## What to work on
Copy each line from the data that has the word "Lakeland" in it.

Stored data
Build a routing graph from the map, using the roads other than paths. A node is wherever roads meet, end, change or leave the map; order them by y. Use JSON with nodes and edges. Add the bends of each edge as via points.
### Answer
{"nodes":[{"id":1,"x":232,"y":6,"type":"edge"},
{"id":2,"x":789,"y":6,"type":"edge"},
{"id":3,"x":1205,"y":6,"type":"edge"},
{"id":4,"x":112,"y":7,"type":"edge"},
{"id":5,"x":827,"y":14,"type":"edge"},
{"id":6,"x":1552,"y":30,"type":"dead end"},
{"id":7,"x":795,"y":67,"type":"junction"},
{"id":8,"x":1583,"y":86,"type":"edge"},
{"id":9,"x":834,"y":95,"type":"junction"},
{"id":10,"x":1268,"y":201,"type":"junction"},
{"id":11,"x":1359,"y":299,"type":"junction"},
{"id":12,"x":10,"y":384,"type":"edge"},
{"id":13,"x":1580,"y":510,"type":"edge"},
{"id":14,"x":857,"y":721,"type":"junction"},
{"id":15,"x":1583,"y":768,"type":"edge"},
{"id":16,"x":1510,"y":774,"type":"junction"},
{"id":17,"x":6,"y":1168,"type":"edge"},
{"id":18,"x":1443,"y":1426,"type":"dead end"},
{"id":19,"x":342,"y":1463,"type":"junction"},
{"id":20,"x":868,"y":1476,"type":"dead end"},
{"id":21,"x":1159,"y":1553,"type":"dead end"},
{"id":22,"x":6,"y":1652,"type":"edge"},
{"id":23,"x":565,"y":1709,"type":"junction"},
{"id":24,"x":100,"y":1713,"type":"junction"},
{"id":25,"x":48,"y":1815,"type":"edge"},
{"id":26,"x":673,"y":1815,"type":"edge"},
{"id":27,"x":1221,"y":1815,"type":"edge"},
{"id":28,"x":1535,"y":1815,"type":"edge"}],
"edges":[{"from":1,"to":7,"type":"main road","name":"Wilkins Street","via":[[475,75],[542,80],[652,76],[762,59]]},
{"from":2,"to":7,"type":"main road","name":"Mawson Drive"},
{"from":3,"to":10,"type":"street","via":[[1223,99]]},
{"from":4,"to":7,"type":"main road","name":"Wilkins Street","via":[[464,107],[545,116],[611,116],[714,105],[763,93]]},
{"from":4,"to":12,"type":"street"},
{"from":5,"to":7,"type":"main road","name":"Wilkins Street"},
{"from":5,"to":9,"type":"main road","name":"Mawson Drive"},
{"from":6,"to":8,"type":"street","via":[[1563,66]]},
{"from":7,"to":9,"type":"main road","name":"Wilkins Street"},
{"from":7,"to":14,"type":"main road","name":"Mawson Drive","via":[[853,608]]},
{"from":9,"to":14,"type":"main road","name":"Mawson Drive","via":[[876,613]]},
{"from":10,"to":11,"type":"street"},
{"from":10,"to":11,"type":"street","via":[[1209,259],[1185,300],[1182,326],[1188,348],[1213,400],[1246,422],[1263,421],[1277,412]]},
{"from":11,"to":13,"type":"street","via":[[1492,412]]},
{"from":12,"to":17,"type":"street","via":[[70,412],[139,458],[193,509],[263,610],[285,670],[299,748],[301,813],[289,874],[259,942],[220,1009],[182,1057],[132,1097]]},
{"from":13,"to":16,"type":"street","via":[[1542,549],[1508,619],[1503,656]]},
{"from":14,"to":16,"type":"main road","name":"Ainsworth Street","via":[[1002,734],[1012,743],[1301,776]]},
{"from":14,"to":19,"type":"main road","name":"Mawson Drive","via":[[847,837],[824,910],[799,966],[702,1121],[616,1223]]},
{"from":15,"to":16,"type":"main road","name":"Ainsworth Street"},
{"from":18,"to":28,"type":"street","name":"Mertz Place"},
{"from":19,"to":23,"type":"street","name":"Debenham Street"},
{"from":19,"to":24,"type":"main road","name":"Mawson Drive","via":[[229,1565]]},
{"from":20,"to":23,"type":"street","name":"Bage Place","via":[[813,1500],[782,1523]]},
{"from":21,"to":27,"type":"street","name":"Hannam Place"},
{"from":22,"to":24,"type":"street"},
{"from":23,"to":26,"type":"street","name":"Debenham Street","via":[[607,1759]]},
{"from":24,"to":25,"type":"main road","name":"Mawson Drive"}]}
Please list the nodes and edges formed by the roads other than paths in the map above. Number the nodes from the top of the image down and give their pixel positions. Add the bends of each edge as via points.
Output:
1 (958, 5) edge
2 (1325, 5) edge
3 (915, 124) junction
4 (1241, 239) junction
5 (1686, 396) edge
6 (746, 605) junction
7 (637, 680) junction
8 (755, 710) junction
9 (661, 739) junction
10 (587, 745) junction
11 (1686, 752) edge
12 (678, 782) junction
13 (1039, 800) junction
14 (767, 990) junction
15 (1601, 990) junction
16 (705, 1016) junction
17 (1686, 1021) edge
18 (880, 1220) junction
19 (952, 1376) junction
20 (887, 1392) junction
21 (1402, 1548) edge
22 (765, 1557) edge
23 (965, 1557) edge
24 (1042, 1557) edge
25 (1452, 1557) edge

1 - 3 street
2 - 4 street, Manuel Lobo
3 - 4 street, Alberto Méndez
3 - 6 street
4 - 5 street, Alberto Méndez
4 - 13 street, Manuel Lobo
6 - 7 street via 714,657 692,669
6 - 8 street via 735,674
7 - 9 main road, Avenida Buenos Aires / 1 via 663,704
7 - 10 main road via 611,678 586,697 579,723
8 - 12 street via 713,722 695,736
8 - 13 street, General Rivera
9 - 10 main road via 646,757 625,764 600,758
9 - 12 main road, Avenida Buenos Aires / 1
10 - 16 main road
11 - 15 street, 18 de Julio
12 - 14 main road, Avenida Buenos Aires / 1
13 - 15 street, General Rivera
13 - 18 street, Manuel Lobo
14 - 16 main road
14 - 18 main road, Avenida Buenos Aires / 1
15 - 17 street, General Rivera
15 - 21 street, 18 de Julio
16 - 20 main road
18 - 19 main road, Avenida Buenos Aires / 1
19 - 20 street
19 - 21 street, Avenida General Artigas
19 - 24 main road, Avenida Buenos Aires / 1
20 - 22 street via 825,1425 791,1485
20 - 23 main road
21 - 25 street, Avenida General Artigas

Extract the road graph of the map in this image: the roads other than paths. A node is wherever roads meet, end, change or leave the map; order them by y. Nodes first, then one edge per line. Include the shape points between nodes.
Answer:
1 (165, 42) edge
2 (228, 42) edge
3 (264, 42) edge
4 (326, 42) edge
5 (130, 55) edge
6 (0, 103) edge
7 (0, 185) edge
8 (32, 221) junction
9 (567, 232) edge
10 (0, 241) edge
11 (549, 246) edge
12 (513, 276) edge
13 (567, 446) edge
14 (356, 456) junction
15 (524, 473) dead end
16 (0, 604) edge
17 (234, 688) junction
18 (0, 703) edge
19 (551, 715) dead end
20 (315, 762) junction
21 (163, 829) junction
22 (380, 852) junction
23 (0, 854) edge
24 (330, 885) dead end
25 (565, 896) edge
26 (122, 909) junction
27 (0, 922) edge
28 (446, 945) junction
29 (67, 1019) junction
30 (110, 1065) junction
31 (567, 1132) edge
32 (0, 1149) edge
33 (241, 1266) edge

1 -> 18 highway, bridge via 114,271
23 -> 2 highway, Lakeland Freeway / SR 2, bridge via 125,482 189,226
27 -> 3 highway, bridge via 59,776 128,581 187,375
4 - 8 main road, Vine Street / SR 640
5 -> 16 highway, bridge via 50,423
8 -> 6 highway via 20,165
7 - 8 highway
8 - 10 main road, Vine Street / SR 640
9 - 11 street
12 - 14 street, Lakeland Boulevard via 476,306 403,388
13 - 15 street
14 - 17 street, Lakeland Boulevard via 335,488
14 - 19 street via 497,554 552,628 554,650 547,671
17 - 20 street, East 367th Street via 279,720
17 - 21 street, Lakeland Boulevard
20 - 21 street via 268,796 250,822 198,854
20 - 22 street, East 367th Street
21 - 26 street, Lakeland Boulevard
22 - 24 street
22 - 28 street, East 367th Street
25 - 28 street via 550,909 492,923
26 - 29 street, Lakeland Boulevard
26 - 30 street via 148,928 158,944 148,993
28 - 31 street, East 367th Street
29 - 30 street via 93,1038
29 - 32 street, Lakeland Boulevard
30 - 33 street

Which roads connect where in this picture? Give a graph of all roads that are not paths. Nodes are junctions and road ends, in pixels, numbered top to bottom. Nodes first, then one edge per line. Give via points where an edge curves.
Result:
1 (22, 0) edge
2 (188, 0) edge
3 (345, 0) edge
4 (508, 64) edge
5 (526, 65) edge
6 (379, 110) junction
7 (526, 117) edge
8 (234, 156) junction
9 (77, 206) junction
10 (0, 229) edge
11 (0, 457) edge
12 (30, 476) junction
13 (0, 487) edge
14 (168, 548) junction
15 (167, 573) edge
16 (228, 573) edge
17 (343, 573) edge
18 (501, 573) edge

## Reply
23 -> 2 highway, Lakeland Freeway / SR 2, bridge via 125,482 189,226
12 - 14 street, Lakeland Boulevard via 476,306 403,388
14 - 17 street, Lakeland Boulevard via 335,488
17 - 21 street, Lakeland Boulevard
21 - 26 street, Lakeland Boulevard
26 - 29 street, Lakeland Boulevard
29 - 32 street, Lakeland Boulevard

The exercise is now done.